++++ EXCERPTED DATA

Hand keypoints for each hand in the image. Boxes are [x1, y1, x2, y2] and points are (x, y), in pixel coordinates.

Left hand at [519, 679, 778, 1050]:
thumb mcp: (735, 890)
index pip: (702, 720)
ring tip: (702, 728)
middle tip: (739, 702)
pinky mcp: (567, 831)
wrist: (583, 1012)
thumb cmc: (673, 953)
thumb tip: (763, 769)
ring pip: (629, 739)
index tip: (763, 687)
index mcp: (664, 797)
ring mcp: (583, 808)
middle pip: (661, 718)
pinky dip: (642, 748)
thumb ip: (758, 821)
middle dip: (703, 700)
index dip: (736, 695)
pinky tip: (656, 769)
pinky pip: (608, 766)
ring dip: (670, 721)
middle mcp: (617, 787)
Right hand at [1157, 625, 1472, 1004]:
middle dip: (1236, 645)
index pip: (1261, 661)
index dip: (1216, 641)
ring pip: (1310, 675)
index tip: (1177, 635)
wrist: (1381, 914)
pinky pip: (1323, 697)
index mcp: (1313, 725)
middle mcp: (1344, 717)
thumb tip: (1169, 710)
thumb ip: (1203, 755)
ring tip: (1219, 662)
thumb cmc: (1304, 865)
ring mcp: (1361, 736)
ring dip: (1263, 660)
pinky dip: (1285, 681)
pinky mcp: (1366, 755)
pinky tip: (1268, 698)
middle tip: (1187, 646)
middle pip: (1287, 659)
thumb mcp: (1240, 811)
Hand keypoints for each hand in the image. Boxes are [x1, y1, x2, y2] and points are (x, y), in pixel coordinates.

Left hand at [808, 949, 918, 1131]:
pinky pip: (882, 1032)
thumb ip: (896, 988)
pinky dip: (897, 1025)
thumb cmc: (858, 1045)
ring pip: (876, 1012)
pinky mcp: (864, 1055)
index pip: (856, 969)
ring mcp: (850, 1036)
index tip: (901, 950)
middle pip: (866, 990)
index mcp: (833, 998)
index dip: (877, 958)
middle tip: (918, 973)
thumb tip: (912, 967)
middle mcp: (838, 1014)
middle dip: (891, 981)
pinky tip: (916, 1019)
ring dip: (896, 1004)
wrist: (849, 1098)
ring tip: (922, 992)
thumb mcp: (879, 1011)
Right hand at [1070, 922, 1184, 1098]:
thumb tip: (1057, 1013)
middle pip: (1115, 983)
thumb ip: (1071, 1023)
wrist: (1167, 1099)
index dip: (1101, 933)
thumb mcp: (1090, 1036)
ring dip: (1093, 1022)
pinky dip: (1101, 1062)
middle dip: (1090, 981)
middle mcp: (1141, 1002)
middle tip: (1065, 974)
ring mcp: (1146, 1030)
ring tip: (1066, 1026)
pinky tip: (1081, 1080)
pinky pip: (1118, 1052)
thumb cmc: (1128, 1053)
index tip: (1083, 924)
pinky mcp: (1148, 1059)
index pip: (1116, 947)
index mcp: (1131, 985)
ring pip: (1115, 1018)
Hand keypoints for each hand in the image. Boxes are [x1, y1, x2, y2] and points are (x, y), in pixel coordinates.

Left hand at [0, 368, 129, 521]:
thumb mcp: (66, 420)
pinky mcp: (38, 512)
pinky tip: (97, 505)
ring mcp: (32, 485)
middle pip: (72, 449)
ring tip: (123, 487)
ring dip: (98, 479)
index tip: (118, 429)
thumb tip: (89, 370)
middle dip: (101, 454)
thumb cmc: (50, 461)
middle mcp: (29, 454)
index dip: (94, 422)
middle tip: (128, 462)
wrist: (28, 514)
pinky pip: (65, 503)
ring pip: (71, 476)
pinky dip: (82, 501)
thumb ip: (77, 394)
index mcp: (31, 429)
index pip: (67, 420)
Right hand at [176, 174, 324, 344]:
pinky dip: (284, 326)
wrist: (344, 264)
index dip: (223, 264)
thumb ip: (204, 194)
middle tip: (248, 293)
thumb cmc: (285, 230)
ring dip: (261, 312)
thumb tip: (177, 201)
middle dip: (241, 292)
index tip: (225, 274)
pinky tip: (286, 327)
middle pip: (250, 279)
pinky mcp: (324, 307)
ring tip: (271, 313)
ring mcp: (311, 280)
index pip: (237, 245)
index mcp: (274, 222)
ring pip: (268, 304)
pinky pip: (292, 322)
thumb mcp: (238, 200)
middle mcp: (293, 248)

++++++++

## TASK DETAILS
Leaving nothing out, print each line above exactly.

## RESPONSE BOX
Hand keypoints for each hand in the image. Boxes are [x1, y1, x2, y2] and points are (x, y), in pixel coordinates.

Left hand at [519, 679, 778, 1050]:
thumb mcp: (735, 890)
index pip: (702, 720)
ring tip: (702, 728)
middle tip: (739, 702)
pinky mcp: (567, 831)
wrist: (583, 1012)
thumb cmc: (673, 953)
thumb tip: (763, 769)
ring pip: (629, 739)
index tip: (763, 687)
index mcp: (664, 797)
ring mcp: (583, 808)
middle pip: (661, 718)
pinky dip: (642, 748)
thumb ip: (758, 821)
middle dip: (703, 700)
index dip: (736, 695)
pinky tip: (656, 769)
pinky pip: (608, 766)
ring dip: (670, 721)
middle mcp: (617, 787)
Right hand at [1157, 625, 1472, 1004]:
middle dip: (1236, 645)
index pip: (1261, 661)
index dip: (1216, 641)
ring pip: (1310, 675)
index tip: (1177, 635)
wrist: (1381, 914)
pinky pip: (1323, 697)
index mcp: (1313, 725)
middle mcp: (1344, 717)
thumb tip: (1169, 710)
thumb ip: (1203, 755)
ring tip: (1219, 662)
thumb cmc: (1304, 865)
ring mcp: (1361, 736)
ring dip: (1263, 660)
pinky dip: (1285, 681)
pinky mcp: (1366, 755)
pinky tip: (1268, 698)
middle tip: (1187, 646)
middle pip: (1287, 659)
thumb mcp: (1240, 811)
Hand keypoints for each hand in the image. Boxes are [x1, y1, x2, y2] and points are (x, y), in pixel coordinates.

Left hand at [808, 949, 918, 1131]:
pinky pip: (882, 1032)
thumb ip: (896, 988)
pinky dip: (897, 1025)
thumb cmc: (858, 1045)
ring pip: (876, 1012)
pinky mcp: (864, 1055)
index pip: (856, 969)
ring mcp: (850, 1036)
index tip: (901, 950)
middle pip: (866, 990)
index mcp: (833, 998)
index dip: (877, 958)
middle tip: (918, 973)
thumb tip: (912, 967)
middle mcp: (838, 1014)
middle dip: (891, 981)
pinky tip: (916, 1019)
ring dip: (896, 1004)
wrist: (849, 1098)
ring tip: (922, 992)
thumb mcp: (879, 1011)
Right hand at [1070, 922, 1184, 1098]:
thumb tip: (1057, 1013)
middle pip: (1115, 983)
thumb ip: (1071, 1023)
wrist: (1167, 1099)
index dip: (1101, 933)
thumb mcp: (1090, 1036)
ring dip: (1093, 1022)
pinky dip: (1101, 1062)
middle dip: (1090, 981)
middle mcp: (1141, 1002)
middle tip: (1065, 974)
ring mcp: (1146, 1030)
ring tip: (1066, 1026)
pinky tip: (1081, 1080)
pinky pip: (1118, 1052)
thumb cmc: (1128, 1053)
index tip: (1083, 924)
pinky mcp: (1148, 1059)
index pip: (1116, 947)
index mcp: (1131, 985)
ring pip: (1115, 1018)
Hand keypoints for each hand in the image. Boxes are [x1, y1, x2, y2] and points are (x, y), in pixel coordinates.

Left hand at [0, 368, 129, 521]:
thumb mcp: (66, 420)
pinky mcp: (38, 512)
pinky tip: (97, 505)
ring mcp: (32, 485)
middle pip: (72, 449)
ring tip: (123, 487)
ring dip: (98, 479)
index tip: (118, 429)
thumb tip: (89, 370)
middle dip: (101, 454)
thumb cmc: (50, 461)
middle mcp: (29, 454)
index dip: (94, 422)
middle tip: (128, 462)
wrist: (28, 514)
pinky pip: (65, 503)
ring pip: (71, 476)
pinky dip: (82, 501)
thumb ip: (77, 394)
index mcp: (31, 429)
index pip: (67, 420)
Right hand at [176, 174, 324, 344]:
pinky dip: (284, 326)
wrist: (344, 264)
index dip: (223, 264)
thumb ip: (204, 194)
middle tip: (248, 293)
thumb cmc: (285, 230)
ring dip: (261, 312)
thumb tip: (177, 201)
middle dip: (241, 292)
index tip: (225, 274)
pinky tip: (286, 327)
middle pip: (250, 279)
pinky mcp: (324, 307)
ring tip: (271, 313)
ring mcp: (311, 280)
index pip: (237, 245)
index mcp: (274, 222)
ring pip: (268, 304)
pinky pip: (292, 322)
thumb mcp: (238, 200)
middle mcp: (293, 248)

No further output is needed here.